From Algeria to Palestine: Commemorating Eighty Years Of Resistance And International Solidarity
Eighty years ago this month (November) marked the start of one of the most dramatic and bitter independence wars in the twentieth century: the liberation of Algeria from over a century of French colonization. In a period of decolonization where colonial European empires were beginning to recede from the world, the Algerian war marked an epochal shift, its anti-colonial insurgency and a brutal French counterinsurgency assuming ramifications that extended well beyond its own borders and gave succour to various liberation struggles around the world.
Background
Even in the colonial heyday of the nineteenth century, France’s colonization of Algeria had been especially notorious for its ruthlessness. The sprawling territory, yawning inland off its coastal metropolis of Algiers, easily outstripped France itself in size, and in fact was roughly the size of continental Europe. France thereby gained considerable prestige within Europe for this acquisition, fighting a series of local resistance leaders – most famously the gallant and resourceful Sufi commander Abdelkader. Over the decades the French empire launched a programme of mass settlement intended to displace the native Muslim Arabs and Amazigh, who were divided on ethnic grounds and rendered an underclass, with periodic suppression of their language and, to a lesser extent, faith.
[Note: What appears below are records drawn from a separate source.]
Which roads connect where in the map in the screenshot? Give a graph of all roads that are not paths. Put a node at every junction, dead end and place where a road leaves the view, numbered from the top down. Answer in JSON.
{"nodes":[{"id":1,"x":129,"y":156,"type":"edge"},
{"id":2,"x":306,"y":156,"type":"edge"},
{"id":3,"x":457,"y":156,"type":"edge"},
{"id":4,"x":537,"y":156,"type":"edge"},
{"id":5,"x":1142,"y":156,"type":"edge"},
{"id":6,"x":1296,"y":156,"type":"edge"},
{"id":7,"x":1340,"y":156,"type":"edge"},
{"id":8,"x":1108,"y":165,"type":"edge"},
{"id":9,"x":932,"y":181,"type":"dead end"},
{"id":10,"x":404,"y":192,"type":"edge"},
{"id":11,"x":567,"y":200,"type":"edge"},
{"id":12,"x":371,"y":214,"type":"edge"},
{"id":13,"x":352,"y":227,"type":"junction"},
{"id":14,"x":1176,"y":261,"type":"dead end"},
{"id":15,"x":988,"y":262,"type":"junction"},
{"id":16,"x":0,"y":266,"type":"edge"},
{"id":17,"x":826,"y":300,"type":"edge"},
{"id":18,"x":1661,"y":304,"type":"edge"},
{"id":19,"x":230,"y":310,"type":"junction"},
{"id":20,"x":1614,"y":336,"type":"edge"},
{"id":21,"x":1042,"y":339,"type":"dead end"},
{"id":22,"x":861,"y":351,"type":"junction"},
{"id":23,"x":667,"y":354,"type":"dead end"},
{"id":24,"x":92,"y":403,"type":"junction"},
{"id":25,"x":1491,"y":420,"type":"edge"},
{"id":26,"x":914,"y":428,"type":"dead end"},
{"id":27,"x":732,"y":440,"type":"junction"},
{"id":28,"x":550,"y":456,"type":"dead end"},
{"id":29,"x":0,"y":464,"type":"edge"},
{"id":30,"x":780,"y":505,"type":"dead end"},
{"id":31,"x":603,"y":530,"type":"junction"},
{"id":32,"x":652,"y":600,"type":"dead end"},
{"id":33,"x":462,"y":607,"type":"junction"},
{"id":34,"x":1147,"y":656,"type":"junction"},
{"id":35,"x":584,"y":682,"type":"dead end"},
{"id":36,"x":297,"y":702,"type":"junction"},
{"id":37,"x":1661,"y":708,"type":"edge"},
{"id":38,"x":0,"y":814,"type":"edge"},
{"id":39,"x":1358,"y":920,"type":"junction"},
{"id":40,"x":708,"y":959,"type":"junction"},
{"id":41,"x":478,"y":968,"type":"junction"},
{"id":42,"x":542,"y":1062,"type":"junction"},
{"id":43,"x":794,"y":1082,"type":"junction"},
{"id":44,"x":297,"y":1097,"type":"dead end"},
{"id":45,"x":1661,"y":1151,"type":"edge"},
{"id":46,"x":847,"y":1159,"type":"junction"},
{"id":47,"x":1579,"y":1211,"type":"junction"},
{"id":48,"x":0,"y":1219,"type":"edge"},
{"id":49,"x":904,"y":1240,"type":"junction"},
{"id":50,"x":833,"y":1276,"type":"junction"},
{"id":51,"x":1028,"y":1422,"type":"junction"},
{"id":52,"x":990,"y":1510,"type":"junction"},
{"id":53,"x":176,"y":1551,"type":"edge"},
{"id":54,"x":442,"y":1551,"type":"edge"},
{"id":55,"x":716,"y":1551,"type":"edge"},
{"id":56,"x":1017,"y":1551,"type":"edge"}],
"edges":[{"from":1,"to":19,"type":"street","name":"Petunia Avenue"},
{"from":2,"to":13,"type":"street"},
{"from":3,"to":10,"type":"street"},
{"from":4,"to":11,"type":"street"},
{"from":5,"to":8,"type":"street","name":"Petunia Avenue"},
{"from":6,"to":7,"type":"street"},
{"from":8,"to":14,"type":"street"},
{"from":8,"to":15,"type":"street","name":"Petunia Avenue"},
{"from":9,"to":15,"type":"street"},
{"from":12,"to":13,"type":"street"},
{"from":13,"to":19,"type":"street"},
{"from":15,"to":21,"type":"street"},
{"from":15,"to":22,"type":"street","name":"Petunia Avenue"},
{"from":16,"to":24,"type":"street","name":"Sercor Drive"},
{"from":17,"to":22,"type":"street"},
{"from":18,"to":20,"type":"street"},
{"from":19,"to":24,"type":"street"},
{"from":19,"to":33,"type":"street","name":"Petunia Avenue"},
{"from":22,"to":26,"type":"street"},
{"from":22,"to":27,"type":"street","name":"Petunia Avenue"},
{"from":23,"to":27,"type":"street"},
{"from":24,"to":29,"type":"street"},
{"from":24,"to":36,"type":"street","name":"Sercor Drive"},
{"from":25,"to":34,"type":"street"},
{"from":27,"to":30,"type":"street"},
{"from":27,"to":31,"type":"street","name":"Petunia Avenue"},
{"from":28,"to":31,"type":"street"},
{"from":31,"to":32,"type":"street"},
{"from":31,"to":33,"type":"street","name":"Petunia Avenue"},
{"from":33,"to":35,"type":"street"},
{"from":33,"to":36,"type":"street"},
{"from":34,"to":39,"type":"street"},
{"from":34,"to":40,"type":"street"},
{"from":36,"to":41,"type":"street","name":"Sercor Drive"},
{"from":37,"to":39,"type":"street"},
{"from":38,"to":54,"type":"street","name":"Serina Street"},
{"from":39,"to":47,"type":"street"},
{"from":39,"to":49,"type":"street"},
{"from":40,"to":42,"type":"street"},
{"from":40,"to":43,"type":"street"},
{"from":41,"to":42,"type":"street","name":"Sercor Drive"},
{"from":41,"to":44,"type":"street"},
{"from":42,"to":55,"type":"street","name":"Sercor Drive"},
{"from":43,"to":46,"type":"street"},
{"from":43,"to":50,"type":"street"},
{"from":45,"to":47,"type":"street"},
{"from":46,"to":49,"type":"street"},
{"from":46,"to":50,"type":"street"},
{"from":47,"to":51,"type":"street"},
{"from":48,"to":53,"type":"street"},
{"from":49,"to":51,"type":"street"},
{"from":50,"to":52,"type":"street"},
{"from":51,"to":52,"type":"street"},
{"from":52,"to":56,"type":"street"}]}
In the inter-World War period, Muslim elites fashioned contrasting responses to French nationalism: liberal politician Ferhat Abbas tried to increase Muslim representation within French politics to little avail; radical activist Ahmed Messali-Hadj rallied Muslim workers in the French mainland; and a group of revivalist scholars led by Abdelhamid Benbadis emphasised through education and activism the distinction of Islam in what became a rallying point of Algerian identity.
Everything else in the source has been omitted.